Casts all floating point parameters and buffers to double datatype.

Note

This method modifies the module in-place.

Returns:

Module: self

Return type:

Self

dump_patches: bool = False
eval()

Set the module in evaluation mode.

This has an effect only on certain modules. See the documentation of particular modules for details of their behaviors in training/evaluation mode, i.e. whether they are affected, e.g. Dropout, BatchNorm, etc.

This is equivalent with self.train(False).

See Locally disabling gradient computation for a comparison between .eval() and several similar mechanisms that may be confused with it.

Return type:

Self

Returns:

Module: self

float()

Casts all floating point parameters and buffers to float datatype.

Note

This method modifies the module in-place.

Returns:

Module: self

Return type:

Self

get_buffer(target)

Return the buffer given by target if it exists, otherwise throw an error.

See the docstring for get_submodule for a more detailed explanation of this method’s functionality as well as how to correctly specify target.

Args:
target: The fully-qualified string name of the buffer

to look for. (See get_submodule for how to specify a fully-qualified string.)

Returns:

torch.Tensor: The buffer referenced by target

Raises:
AttributeError: If the target string references an invalid

path or resolves to something that is not a buffer

Parameters:

target (str)

Return type:

Tensor

get_extra_state()

Return any extra state to include in the module’s state_dict.

Implement this and a corresponding set_extra_state() for your module if you need to store extra state. This function is called when building the module’s state_dict().

Note that extra state should be picklable to ensure working serialization of the state_dict. We only provide backwards compatibility guarantees for serializing Tensors; other objects may break backwards compatibility if their serialized pickled form changes.

Return type:

Any

Returns:

object: Any extra state to store in the module’s state_dict

get_parameter(target)

Return the parameter given by target if it exists, otherwise throw an error.

See the docstring for get_submodule for a more detailed explanation of this method’s functionality as well as how to correctly specify target.

Args:
target: The fully-qualified string name of the Parameter

to look for. (See get_submodule for how to specify a fully-qualified string.)

Returns:

torch.nn.Parameter: The Parameter referenced by target

Raises:
AttributeError: If the target string references an invalid

path or resolves to something that is not an nn.Parameter

Parameters:

target (str)

Return type:

Parameter

get_submodule(target)

Return the submodule given by target if it exists, otherwise throw an error.
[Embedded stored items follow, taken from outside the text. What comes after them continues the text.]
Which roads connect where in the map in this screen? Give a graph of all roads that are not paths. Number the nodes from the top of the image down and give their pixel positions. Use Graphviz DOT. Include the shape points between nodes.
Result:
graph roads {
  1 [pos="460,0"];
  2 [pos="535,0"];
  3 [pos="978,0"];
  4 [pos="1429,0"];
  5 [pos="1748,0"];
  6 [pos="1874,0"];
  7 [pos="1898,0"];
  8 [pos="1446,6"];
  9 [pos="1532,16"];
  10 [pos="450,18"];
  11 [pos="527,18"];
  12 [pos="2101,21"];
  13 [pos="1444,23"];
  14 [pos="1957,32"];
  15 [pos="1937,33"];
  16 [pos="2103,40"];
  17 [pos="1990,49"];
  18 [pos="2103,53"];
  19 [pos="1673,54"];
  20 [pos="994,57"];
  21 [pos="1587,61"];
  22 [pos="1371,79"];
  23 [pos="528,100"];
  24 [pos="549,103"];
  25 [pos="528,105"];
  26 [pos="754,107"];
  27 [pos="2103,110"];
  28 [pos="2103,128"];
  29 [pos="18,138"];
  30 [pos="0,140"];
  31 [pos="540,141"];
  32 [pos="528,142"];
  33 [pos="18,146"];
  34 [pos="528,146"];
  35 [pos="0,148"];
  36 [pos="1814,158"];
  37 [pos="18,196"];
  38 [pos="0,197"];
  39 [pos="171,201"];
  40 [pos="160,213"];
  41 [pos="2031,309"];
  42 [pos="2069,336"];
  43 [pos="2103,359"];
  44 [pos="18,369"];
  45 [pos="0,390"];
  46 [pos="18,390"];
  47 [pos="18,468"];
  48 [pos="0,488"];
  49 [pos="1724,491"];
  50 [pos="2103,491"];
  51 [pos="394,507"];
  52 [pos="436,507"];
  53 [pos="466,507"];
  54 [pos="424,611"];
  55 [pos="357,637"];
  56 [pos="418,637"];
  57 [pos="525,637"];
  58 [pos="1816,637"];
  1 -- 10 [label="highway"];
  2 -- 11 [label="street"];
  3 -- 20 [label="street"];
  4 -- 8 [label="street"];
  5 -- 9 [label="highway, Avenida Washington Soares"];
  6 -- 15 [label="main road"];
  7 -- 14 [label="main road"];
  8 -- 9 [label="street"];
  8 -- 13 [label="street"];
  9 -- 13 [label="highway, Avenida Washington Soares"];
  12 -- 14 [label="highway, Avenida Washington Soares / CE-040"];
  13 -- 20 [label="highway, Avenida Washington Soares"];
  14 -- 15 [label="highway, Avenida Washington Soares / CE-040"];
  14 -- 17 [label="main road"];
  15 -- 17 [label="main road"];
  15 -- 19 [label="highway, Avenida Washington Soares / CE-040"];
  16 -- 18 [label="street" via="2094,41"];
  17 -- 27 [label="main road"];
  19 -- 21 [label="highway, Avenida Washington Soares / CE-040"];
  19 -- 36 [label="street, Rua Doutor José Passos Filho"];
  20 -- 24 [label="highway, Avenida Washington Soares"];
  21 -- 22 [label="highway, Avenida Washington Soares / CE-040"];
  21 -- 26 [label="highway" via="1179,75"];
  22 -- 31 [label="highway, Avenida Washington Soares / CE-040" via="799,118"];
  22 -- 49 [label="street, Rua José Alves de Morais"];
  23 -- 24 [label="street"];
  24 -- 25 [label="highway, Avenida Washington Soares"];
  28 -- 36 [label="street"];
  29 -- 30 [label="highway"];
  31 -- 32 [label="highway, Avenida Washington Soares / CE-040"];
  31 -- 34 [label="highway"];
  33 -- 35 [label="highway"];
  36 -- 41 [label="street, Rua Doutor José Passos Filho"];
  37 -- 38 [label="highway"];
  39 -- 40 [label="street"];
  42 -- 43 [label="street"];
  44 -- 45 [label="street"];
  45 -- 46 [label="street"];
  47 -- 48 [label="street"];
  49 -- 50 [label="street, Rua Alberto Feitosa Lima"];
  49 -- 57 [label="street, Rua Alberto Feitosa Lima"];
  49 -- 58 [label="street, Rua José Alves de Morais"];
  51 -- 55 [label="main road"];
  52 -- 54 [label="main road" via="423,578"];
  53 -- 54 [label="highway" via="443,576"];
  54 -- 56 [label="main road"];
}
For example, let’s say you have an nn.Module A that looks like this:

A(
    (net_b): Module(
        (net_c): Module(
            (conv): Conv2d(16, 33, kernel_size=(3, 3), stride=(2, 2))
        )
        (linear): Linear(in_features=100, out_features=200, bias=True)
    )
)

(The diagram shows an nn.Module A. A which has a nested submodule net_b, which itself has two submodules net_c and linear. net_c then has a submodule conv.)

To check whether or not we have the linear submodule, we would call get_submodule("net_b.linear"). To check whether we have the conv submodule, we would call get_submodule("net_b.net_c.conv").

The runtime of get_submodule is bounded by the degree of module nesting in target. A query against named_modules achieves the same result, but it is O(N) in the number of transitive modules. So, for a simple check to see if some submodule exists, get_submodule should always be used.

Args:
target: The fully-qualified string name of the submodule

to look for. (See above example for how to specify a fully-qualified string.)

Returns:

torch.nn.Module: The submodule referenced by target

Raises:
AttributeError: If at any point along the path resulting from

the target string the (sub)path resolves to a non-existent attribute name or an object that is not an instance of nn.Module.

Parameters:

target (str)

Return type:

Module

half()

Casts all floating point parameters and buffers to half datatype.

Note

This method modifies the module in-place.

Returns:

Module: self

Return type:

Self

ipu(device=None)

Move all model parameters and buffers to the IPU.

This also makes associated parameters and buffers different objects. So it should be called before constructing the optimizer if the module will live on IPU while being optimized.

Note

This method modifies the module in-place.

Arguments:
device (int, optional): if specified, all parameters will be

copied to that device

Returns:

Module: self

Parameters:

device (int | device | None)

Return type:

Self

load_state_dict(state_dict, strict=True, assign=False)

Copy parameters and buffers from state_dict into this module and its descendants.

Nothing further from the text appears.